In walks this week's episode of Nashville and what do we have but a Juliette-free episode with a lot going on. First there was the plot point of Rayna's daughter Maddie dyeing her hair more blonde, behind Deacon's back (he was left in charge of the girls while Rayna helped produce her new artist's album). As if the hair dye wasn't enough, Sony calls to gauge interest in signing the 16-year-old to a recording contract, something she overhears her mother flatly refuse. While she throws a tantrum her younger sister feels left out because her dad is currently in prison and nobody talks about her anymore since Maddie wants to go solo.
Next was the tour for The Exes starting. Gunnar in all his Gunnar-y glory figures that it'd be a good idea to hire his sex buddy as the sound person for the tour. Receiving reminders from everyone around him that he is unable of keeping it casual as this woman wants to do, he defies the odds when he and Scarlett's concert short-circuits do to the inexperience of the new hire. He actually yells at her for misrepresenting her ability but accepts her apology and offers advice when she comes to his room later.
Scarlett on the other hand not only suddenly gets serious about trying to make this group work, but finds it near impossible to keep in touch with her doctor boyfriend back home. A man who seems too worried about his girlfriend touring in close quarters with her ex-boyfriend, he gets frustrated and sounds it over the phone, straining the relationship even further.
While Gunnar is away, his roommates Avery and Will bond more as Avery looks for a place for him and the baby. Unfortunately people still think he and Juliette are a thing and can't wait to meet her which turns him off the whole apartment-hunting experience. He bonds with Will when the recently dumped gay singer emerges from his bedroom with sheets and sheets of lyrics he wrote about the break-up with his first gay love. Too afraid to perform it himself, Avery takes the song and performs it for a packed crowd at the Bluebird. Unfortunately, Will is even too afraid to stay in the back and take credit for having written the song, but is hopeful when an exec asks about the songwriter possibly coming to have a meeting with him. Will convinces Avery that Gunnar will be gone for two months and it's a big house, so Avery might as well stay for now and get the free babysitting that Will provides.

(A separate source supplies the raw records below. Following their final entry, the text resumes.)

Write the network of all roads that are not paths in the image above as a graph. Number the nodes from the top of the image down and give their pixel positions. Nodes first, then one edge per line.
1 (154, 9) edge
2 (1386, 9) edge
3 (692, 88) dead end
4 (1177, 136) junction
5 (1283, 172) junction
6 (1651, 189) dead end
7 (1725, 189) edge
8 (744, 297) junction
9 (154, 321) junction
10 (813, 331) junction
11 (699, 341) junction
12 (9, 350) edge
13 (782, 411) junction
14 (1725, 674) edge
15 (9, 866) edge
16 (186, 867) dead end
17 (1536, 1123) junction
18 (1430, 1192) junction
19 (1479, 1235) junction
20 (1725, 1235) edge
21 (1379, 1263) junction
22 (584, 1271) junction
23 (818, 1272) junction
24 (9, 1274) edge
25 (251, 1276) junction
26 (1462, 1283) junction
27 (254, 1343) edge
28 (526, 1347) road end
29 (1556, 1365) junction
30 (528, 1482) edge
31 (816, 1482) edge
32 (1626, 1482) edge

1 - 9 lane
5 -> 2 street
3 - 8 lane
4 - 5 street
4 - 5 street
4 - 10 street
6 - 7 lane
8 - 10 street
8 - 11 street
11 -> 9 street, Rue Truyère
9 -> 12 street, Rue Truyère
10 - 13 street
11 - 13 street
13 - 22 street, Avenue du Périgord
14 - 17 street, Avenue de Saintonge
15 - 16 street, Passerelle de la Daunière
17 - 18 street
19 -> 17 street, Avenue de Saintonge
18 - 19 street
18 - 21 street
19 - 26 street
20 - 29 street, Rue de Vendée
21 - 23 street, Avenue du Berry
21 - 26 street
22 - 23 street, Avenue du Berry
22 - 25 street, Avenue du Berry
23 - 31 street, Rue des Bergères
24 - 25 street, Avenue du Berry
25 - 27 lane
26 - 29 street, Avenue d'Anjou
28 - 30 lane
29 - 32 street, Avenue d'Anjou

After the Luke Wheeler-heavy episode of the previous week, Luke had little play as he continued dealing with the fallout from his son's distrust, his budding new relationship with his manager/PR woman, and the drama that is Juliette. Deacon on the other hand got a great deal of the spotlight as his pet project of the newly renamed "Beverly" took off with a bang of the wall. Two former drunks owning a bar together sure to make a little drama, Deacon supervises the renovations and even tries to knock down a wall by himself before the other sober owner comes in and tells him that he's dry-drunk, or acting drunk because he's overcompensating for other problems in his life.
His main problem is that he suddenly feels useless after getting his sister's organ and hasn't been able to find his way. Not even his attempts to parent Maddie and Daphne go well. With Rayna bonding a little too deeply with her new artist (he's wanted to sleep with her since he met her on the plane) she spends full days and nights producing him. Only after she has a heart to heart with him and returns home do she and Deacon come together to try to figure out the best way to deal with Maddie and the Sony thing. Their solution? Sign both girls as a duo to Highway 65, Rayna's fledgling label. While we all knew and expected this to happen, Maddie also knows that this is just a way for her mother to control her further and feigns happiness about it. Time will tell if that blows up in her face.
At the end of the show, Deacon read the text of the new artist guy, discovering that the idea Rayna posed to Deacon about maybe having the girls signed was actually this other guy's idea. Never the best at not being jealous, the last shot is of him ruminating on the possibility of this guy wanting his woman.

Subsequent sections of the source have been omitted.